Rote Ampel für Leyen, rote Hilfe für Sassoli – und Wut auf Erdogan

Die Watchlist EUropa vom 24. November 2021 –

Es wurde schon länger gemunkelt, nun ist es klar: Die neue deutsche Ampel-Koalition will keine zweite Amtszeit von Kommissionschefin von der Leyen. Um die CDU-Politikerin wird es einsam. In Berlin denkt man schon über ihre Nachfolge nach.

Im Koalitionsvertrag findet sich eine Klausel, wonach die Grünen einen EU-Kommissar oder eine Kommissarin benennen können, wenn es von der Leyen 2024 nicht schaffen sollte, ein zweites Mandat zu erringen.

Die neue Ampel-Regierung hat den Posten also bereits verteilt, bevor die Amtsinhaberin den Platz frei gemacht hat. “Das ist so freundlich wie möglich formuliert”, sagte der designierte Kanzler Scholz süffisant.

Zuletzt hat die FDP deutlich gemacht, dass sie eine zweite Amtsperiode nicht unterstützen würde.
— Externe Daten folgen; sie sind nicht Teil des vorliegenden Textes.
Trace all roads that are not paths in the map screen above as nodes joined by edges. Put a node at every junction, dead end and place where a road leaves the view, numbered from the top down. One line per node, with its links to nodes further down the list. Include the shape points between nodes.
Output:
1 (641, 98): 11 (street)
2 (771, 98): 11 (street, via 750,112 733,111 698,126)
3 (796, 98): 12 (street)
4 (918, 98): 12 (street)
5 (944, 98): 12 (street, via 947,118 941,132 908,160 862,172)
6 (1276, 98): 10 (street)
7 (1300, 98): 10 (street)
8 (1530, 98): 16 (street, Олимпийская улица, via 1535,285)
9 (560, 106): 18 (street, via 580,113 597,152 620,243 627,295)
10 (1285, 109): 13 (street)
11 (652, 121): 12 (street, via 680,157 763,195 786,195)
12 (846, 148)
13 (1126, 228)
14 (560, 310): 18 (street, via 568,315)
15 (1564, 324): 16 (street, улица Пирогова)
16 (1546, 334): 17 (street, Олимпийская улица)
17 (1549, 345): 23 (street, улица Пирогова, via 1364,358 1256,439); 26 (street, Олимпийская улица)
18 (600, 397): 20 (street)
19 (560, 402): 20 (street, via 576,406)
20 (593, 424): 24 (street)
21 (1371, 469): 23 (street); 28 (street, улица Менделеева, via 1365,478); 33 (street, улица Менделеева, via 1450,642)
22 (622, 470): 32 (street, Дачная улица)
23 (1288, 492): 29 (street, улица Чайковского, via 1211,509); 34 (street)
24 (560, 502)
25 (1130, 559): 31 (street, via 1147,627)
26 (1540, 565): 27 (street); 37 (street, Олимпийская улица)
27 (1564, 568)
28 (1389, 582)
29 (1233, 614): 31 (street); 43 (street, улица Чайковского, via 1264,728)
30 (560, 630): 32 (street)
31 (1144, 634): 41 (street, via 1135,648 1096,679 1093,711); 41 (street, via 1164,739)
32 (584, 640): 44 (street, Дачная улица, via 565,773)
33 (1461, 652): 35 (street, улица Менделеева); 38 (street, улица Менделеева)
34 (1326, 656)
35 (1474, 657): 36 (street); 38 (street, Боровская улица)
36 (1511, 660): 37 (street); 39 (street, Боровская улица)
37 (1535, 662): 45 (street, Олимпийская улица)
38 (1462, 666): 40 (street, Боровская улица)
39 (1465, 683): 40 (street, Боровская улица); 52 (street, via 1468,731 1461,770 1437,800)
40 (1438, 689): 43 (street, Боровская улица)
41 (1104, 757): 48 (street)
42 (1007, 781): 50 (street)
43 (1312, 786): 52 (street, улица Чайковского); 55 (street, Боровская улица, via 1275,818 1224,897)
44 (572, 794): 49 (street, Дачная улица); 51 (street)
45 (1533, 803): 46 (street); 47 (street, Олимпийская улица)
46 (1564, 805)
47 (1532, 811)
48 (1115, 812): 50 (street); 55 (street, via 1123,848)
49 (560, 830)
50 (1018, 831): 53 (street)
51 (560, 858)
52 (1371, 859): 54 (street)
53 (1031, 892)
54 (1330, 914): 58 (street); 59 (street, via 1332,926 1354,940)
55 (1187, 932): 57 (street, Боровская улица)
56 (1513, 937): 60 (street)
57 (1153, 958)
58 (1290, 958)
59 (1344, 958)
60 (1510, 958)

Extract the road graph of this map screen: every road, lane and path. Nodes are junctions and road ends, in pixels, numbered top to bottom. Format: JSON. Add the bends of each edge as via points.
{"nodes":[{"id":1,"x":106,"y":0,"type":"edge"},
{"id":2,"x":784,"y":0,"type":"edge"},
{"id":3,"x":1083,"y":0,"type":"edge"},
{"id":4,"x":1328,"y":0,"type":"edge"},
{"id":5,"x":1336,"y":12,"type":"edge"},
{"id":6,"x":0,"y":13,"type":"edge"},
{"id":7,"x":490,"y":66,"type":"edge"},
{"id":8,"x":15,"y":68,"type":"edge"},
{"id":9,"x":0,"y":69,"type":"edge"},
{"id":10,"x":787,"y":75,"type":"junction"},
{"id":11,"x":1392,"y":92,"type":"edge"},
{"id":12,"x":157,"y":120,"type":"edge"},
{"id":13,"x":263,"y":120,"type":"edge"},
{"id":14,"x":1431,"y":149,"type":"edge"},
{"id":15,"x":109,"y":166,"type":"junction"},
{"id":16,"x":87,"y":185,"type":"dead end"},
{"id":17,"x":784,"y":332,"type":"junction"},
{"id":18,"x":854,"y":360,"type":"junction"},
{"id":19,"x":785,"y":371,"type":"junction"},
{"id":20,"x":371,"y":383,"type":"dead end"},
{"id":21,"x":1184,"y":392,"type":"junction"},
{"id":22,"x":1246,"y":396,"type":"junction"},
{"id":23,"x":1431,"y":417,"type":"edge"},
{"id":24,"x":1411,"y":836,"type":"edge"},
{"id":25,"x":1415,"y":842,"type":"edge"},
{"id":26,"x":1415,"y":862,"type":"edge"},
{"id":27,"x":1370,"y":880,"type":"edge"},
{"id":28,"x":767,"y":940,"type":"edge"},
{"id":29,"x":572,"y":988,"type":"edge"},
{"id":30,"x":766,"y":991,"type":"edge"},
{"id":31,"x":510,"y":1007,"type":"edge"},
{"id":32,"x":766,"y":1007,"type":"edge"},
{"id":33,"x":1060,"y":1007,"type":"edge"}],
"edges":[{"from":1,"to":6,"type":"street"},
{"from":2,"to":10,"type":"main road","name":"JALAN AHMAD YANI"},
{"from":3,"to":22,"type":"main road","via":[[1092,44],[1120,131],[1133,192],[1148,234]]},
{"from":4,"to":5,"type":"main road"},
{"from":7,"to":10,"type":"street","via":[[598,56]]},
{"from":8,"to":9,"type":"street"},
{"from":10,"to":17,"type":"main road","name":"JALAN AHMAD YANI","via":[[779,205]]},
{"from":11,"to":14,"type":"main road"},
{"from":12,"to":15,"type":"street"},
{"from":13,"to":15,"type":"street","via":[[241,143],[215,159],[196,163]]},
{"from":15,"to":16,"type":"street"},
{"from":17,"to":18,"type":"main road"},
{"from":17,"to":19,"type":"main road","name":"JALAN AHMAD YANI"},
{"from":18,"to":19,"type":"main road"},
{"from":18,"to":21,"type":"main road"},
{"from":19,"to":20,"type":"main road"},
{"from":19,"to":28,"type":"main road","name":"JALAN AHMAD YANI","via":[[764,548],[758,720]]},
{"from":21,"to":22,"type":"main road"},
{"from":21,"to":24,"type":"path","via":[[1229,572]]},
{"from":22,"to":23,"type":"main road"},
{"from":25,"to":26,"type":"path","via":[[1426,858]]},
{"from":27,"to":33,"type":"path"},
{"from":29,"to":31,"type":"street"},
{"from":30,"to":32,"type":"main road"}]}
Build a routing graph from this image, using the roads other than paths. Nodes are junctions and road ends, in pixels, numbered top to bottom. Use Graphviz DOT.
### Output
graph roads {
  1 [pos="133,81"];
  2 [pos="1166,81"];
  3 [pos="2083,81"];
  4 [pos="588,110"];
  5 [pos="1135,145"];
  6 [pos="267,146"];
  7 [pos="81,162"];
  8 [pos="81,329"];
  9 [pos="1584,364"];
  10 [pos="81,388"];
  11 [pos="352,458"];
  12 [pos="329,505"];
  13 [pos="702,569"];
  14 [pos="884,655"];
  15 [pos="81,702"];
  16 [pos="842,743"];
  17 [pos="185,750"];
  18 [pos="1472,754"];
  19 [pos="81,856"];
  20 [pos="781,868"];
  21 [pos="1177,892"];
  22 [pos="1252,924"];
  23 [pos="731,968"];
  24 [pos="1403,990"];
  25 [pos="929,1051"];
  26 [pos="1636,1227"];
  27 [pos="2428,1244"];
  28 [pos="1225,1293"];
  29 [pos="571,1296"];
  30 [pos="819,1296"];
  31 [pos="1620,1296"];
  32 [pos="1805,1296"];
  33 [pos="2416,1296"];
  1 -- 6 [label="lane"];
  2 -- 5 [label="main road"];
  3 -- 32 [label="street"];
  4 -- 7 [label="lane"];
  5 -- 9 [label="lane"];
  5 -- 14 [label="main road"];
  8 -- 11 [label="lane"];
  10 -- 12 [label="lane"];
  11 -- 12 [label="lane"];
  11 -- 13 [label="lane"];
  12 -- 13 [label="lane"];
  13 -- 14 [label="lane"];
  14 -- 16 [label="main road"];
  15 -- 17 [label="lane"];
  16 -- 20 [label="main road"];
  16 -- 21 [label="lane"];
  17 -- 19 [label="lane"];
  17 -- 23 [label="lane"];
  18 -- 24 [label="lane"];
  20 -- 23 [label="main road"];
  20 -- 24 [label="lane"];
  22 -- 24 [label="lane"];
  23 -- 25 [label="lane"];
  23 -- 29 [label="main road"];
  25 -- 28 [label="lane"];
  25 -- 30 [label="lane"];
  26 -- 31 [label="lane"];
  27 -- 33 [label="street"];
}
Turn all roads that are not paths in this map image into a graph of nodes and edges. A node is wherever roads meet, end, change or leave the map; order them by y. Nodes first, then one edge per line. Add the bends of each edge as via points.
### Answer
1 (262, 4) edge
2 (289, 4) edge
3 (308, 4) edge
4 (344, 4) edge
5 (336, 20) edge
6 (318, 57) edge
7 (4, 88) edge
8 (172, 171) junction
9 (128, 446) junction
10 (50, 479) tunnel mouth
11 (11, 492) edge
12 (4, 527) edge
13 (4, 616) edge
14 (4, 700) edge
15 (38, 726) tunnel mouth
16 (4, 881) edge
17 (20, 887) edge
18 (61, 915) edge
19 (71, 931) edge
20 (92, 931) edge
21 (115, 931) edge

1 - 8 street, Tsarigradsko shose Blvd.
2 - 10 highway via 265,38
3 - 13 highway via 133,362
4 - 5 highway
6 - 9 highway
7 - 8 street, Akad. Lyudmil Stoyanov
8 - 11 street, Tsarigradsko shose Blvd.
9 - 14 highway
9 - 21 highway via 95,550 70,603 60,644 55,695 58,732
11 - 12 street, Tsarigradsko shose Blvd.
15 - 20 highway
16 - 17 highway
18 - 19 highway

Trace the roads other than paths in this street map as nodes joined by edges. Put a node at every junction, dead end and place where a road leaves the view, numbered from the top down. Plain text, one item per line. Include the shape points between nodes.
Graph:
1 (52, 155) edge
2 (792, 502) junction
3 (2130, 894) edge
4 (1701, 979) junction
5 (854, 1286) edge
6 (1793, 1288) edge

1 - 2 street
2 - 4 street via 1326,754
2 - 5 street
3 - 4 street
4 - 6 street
Nach der Europawahl 2019 hatten SPD und Grüne im Europaparlament sogar gegen die CDU-Politikerin gestimmt.

Man darf also davon ausgehen, dass alle drei neuen Regierungsparteien an von der Leyens Stuhl sägen bzw. sich von ihr abwenden, wie die Liberalen. Offen sagen möchten sie es aber lieber nicht.

“Keine lahme Ente”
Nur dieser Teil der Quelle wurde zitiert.